§ REQUIRED ACTION
In the entries below, the word "graph" appears on some lines. Copy each of those lines.

Start of Block

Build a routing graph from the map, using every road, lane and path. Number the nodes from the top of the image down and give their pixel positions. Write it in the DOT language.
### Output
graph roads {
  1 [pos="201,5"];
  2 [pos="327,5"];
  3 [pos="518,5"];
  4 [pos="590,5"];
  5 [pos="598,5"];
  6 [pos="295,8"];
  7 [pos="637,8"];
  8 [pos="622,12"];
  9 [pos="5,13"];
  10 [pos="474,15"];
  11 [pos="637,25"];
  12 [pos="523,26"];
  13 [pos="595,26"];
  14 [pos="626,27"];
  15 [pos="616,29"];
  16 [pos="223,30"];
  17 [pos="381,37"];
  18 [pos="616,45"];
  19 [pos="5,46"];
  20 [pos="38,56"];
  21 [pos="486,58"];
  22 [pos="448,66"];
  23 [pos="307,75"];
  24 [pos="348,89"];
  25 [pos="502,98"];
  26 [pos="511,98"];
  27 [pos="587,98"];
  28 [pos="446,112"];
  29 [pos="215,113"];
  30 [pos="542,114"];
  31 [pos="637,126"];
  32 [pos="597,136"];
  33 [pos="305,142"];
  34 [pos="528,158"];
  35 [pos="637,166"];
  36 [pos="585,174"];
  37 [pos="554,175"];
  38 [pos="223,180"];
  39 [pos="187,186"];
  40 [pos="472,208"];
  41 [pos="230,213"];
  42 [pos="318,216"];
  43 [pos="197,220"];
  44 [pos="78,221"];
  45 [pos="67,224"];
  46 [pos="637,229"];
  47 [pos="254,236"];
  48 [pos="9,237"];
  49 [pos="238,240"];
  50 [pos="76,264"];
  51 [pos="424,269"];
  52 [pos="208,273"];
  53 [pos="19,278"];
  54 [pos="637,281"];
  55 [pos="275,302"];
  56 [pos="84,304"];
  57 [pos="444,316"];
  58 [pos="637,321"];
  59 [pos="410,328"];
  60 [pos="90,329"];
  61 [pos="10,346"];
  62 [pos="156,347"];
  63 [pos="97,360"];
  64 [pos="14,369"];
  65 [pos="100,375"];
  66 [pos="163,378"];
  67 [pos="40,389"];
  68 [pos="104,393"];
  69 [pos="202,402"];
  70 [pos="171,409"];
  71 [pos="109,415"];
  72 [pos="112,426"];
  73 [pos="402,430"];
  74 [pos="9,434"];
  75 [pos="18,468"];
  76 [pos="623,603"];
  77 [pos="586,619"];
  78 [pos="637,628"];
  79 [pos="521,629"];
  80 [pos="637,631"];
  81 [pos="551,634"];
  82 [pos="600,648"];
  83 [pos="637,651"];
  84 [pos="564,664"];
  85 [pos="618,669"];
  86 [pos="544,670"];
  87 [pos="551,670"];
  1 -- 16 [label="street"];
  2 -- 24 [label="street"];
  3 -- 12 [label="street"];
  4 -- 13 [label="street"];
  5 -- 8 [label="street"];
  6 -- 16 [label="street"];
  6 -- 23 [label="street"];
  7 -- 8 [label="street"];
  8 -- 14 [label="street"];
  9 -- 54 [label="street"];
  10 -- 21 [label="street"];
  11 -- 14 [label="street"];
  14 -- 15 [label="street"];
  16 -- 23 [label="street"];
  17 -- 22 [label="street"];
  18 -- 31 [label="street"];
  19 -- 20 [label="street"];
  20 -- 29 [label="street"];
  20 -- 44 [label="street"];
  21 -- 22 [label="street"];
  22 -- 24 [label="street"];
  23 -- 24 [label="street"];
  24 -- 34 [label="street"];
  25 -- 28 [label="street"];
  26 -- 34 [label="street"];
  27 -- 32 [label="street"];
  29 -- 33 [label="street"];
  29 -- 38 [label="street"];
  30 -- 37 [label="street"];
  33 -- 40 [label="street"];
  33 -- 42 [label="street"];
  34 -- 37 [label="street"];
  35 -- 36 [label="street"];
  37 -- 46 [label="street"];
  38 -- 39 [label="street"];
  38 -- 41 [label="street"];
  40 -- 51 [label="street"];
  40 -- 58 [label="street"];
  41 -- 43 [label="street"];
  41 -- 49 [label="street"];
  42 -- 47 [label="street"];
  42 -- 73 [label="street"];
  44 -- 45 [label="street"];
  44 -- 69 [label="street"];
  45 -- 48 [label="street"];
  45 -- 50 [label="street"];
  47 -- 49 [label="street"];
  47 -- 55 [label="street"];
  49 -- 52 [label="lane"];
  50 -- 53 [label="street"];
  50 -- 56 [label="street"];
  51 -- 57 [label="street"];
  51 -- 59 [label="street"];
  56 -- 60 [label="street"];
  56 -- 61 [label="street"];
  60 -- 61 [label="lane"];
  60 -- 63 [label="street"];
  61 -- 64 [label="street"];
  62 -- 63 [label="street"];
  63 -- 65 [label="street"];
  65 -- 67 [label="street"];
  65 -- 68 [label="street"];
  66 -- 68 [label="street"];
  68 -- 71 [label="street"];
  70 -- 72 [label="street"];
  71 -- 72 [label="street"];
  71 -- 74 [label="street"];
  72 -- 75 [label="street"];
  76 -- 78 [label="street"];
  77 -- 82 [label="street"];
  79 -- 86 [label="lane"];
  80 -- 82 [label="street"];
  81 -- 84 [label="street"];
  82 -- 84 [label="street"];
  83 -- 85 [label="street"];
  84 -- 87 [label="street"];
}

End of Block

§ YOUR RESPONSE
Build a routing graph from the map, using every road, lane and path. Number the nodes from the top of the image down and give their pixel positions. Write it in the DOT language.
graph roads {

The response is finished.